From Břevnov to Strahov: The Magic of (Semi)Rural Prague
This walk is quite undemanding, but offers a surprising variety of terrain and architecture. It’s ideally suited for beer-loving history buffs, as it begins and ends at two monasteries where excellent beer has been brewed since time immemorial. From the Baroque Břevnov Monastery and its gardens, you’ll walk through a tidy Communist-era housing estate to a charming village, around an old vineyard farmstead and on to Strahov Monastery with its famous library and picture gallery. Finally, you’ll be rewarded with a stunning view of Prague’s historical centre.
Route Length: 5 km / 3 miles
Větrník tram and bus stop – Ankarská St. – U Větrníku St. – Větrník
The ordinary-looking street hides an interesting three-storey building – a former windmill called Větrník, which was apparently functional until the 1860s. The building was restored and converted into a bed & breakfast with a restaurant.
– at the intersection turn left into the terraced Monastery Gardens and orchard – Břevnov Monastery – Benedictine Archabbey of Sts. Adalbert and Margaret
You’ll find a plethora of interesting buildings and objects in the extensive Monastery Gardens. On the way to the monastery, don’t miss the Vojtěška pavilion, which houses the wellspring of the Brusnice Stream; the orangery, home of the Entrance Gallery, which holds exhibitions of young artists; and the Baroque Cathedral of St. Margaret. The dominant feature is the oldest monastery in the Czech Republic, which, together with the Markéta garden, is protected as a cultural monument. The tradition of beer brewing is closely associated with the monastery – the Břevnov Brewery (Břevnovský pivovar) is the oldest in the Czech lands.
– around the fishpond – Markétská St. – Sartoriova St.
This area could be called a “trip to the recent past”: During the 1970s, this neighbourhood of “paneláky” (prefabricated buildings) was built and soon gained the nickname “The Bludgeon,” as many of the units were intended for families of the infamous Ministry of Interior employees. The only remnant of the Old Břevnov village green is a small chapel situated directly in between the apartment buildings.
– Ve Střešovičkách St. – Na Kocourkách St.
One of the oldest streets in Střešovice, with old houses and typical bumpy cobblestones (called “cat heads” in Czech). It’s a beautiful, quiet place. Once you reach the small square with the gas lamps, take a break and let yourself breathe in the atmosphere of the “olden days”.
– Pod Andělkou St. – Na Petynce St. – down the stairs – Kajetánka Park and Château
Originally a vineyard farmstead, Kajetánka has undergone many changes over the past century. It served as a small monastery, and was later converted into a château, an oilcloth factory, and finally a restaurant.

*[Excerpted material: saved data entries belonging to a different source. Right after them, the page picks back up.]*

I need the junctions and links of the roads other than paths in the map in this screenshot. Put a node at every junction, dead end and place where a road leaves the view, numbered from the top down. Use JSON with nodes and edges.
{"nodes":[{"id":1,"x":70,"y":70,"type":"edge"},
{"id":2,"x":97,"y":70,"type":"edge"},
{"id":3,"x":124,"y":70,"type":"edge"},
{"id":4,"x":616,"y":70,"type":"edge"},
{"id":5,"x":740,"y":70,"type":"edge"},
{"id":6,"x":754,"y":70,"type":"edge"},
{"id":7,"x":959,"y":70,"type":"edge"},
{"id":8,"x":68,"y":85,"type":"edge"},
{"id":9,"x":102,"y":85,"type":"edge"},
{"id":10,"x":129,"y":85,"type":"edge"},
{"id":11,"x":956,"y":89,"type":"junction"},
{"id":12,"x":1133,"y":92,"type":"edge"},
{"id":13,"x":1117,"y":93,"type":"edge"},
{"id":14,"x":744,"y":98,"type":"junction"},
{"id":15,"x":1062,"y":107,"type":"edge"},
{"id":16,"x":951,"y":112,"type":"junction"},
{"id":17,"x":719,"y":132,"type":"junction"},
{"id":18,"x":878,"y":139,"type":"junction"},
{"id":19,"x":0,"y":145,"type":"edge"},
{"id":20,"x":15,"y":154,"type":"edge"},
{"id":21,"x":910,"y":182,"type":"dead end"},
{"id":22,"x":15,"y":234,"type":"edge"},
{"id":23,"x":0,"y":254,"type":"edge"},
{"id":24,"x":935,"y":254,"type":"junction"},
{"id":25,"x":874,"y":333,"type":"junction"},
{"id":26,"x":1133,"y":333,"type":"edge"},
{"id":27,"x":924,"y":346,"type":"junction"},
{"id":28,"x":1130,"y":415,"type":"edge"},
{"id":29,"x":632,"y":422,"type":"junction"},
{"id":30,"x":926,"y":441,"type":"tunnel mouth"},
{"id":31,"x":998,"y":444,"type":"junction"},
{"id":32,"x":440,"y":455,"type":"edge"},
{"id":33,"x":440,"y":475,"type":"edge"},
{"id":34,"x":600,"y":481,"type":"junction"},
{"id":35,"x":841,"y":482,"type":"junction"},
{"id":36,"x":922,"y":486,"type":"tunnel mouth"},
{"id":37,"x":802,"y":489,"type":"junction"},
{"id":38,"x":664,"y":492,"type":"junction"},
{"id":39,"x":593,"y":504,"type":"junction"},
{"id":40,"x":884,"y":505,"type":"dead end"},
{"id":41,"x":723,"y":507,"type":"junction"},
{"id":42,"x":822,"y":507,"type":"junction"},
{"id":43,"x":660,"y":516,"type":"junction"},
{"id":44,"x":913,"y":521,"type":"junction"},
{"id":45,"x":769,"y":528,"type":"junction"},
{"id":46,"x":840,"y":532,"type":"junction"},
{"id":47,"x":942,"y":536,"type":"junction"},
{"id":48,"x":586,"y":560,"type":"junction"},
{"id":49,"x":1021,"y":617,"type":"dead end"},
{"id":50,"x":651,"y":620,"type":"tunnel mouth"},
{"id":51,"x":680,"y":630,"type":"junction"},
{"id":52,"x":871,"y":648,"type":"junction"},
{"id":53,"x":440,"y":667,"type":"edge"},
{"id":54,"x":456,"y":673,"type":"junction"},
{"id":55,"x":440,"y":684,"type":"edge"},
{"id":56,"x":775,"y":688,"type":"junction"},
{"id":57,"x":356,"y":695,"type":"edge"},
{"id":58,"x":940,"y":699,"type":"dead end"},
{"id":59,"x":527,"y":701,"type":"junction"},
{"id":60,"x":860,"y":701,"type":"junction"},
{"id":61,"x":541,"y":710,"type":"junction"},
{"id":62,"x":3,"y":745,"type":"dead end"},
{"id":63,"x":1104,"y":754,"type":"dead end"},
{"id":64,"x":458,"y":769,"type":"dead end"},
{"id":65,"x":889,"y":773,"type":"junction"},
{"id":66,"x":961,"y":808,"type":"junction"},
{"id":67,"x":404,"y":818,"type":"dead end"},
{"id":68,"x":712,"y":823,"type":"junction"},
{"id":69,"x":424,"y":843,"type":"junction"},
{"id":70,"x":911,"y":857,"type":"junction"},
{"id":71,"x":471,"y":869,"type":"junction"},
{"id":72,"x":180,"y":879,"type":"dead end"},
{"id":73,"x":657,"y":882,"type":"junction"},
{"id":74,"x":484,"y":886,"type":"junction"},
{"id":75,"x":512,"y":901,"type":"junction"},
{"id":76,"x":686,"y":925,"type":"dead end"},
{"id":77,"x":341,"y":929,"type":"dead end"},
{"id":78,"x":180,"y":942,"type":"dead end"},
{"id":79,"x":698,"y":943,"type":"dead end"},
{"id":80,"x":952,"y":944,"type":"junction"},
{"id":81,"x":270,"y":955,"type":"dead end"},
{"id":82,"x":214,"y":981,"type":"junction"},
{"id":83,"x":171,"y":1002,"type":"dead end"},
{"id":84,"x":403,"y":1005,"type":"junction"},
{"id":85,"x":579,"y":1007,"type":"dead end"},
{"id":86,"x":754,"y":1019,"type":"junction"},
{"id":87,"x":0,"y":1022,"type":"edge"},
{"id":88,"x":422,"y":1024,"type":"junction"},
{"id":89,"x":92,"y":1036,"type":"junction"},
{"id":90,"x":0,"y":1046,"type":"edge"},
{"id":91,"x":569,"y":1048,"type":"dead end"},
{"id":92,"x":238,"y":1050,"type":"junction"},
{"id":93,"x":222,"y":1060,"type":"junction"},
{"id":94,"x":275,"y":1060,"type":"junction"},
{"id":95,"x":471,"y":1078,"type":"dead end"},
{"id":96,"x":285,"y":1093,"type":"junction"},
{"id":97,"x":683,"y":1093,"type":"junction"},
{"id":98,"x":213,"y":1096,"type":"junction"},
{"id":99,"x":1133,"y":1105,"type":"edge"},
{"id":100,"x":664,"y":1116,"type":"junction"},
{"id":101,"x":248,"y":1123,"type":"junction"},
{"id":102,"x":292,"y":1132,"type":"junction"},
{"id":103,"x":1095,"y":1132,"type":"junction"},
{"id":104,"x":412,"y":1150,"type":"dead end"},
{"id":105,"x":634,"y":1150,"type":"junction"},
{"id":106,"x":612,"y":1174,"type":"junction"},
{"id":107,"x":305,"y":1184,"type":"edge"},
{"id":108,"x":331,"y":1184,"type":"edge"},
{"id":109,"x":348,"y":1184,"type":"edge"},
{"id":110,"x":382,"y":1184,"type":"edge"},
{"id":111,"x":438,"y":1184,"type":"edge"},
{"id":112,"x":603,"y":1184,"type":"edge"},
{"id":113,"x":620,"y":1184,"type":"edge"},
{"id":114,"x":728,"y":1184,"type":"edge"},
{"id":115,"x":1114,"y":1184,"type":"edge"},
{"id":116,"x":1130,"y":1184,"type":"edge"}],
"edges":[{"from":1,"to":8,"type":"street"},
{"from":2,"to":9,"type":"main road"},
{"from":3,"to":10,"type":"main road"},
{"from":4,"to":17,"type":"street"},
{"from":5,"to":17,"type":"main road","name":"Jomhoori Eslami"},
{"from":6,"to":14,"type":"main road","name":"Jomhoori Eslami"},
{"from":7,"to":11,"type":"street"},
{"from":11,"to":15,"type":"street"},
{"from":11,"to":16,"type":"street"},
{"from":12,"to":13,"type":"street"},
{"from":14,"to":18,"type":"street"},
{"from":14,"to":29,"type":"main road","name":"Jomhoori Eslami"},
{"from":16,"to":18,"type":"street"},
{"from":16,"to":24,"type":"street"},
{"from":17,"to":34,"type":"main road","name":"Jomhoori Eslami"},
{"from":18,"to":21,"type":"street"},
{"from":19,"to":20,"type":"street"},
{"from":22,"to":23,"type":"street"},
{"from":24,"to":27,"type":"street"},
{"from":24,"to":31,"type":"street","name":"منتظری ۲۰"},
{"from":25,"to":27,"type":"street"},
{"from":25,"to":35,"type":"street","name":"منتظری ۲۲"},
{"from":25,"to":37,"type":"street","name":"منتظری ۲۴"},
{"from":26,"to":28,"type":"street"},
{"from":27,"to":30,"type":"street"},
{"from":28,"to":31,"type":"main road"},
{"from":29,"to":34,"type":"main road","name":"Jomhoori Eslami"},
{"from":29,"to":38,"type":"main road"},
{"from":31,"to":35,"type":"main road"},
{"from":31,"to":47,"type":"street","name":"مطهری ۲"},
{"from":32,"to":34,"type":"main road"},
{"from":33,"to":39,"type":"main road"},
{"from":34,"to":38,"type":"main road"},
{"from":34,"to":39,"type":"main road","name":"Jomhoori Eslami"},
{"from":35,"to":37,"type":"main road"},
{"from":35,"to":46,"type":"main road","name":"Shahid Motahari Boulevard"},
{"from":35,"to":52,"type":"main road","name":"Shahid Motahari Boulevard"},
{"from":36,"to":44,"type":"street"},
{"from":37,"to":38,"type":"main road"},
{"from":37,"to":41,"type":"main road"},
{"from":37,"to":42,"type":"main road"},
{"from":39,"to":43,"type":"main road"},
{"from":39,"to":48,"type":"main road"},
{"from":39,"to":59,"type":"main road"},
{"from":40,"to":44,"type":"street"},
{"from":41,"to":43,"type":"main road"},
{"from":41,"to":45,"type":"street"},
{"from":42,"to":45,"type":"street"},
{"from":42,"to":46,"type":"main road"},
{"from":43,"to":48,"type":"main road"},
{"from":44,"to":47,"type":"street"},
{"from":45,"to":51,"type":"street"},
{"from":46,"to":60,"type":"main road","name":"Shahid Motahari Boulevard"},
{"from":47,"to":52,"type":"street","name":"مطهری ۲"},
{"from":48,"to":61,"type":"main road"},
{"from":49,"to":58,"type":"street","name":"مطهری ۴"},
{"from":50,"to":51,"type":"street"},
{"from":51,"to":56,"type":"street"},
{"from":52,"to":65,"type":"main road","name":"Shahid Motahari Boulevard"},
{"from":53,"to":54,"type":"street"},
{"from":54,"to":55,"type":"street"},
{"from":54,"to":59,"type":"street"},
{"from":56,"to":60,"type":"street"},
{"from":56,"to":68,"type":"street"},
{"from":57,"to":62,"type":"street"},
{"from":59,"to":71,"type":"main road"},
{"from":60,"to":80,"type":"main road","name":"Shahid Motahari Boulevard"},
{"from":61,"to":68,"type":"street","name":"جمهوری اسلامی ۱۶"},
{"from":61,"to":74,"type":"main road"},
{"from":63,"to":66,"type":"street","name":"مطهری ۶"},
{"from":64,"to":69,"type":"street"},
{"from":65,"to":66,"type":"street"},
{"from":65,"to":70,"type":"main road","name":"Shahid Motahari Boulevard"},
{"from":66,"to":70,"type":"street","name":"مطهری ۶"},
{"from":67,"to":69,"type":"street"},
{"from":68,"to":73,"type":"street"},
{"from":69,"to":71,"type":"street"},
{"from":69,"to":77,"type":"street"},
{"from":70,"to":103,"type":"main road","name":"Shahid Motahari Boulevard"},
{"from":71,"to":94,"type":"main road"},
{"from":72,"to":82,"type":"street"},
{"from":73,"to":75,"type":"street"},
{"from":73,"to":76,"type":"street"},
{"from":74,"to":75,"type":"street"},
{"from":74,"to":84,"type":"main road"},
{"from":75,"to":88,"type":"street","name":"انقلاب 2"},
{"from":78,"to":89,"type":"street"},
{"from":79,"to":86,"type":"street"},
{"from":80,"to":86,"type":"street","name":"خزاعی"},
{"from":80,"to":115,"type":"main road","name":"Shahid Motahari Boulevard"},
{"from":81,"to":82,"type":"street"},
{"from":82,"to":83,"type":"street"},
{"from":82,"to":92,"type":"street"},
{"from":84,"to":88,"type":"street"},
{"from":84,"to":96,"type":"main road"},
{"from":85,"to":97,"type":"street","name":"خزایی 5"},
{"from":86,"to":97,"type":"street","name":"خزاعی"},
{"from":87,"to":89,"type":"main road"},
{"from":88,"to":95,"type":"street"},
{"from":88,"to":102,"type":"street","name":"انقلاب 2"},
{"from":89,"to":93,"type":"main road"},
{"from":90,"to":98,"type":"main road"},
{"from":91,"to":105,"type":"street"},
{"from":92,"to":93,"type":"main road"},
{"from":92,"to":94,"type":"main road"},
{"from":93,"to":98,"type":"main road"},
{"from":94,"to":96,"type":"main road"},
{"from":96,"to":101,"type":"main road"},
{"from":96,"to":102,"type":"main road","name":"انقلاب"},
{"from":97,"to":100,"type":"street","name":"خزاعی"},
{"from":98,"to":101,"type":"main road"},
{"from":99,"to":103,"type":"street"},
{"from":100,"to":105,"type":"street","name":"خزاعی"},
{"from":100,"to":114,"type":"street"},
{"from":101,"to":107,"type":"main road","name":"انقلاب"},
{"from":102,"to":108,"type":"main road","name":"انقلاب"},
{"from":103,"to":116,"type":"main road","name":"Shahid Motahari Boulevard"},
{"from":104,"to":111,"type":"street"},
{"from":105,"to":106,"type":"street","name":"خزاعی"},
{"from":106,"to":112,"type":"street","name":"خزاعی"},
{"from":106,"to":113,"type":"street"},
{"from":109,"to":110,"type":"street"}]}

– Radimova St. – Vincentinum Fishpond – Břevnov farmsteads Petynka and Šlajferka
At the Petynka farmstead, you’ll have to really use your imagination. Formerly a vineyard farmstead and a favourite destination for locals, Petynka hosted balls and celebrations in its heyday. Later it was used as a poorhouse and hospice. It still awaits its renovation.
The third farmstead also has an interesting history. In addition to the chapel that was established here, Šlajferka also served as a cultural centre, a renowned music club, and there was even a recording studio here. In its current post-renovation state, the building serves as a homeless shelter surrounded by a park and an orchard.
– Pod Královkou St. – Bělohorská St. – Dlabačov – Strahov Courtyard – Strahov Monastery and Picture Gallery
This Premonstratensian monastery was founded in 1140 AD. On its grounds you’ll find the Church of the Assumption, the rare and unique
Strahov Library with over 200,000 medieval manuscripts, maps, and globes, and the Strahov Picture Gallery. Also located on the grounds of Strahov Monastery is the Strahov Monastery Brewery (Klášterní pivovar Strahov), which offers its own St. Norbert beer. Its history is documented all the way back to around 1400 AD.
The most beautiful view opens up from the Raoul Wallenberg Promenade, directly below the monastery.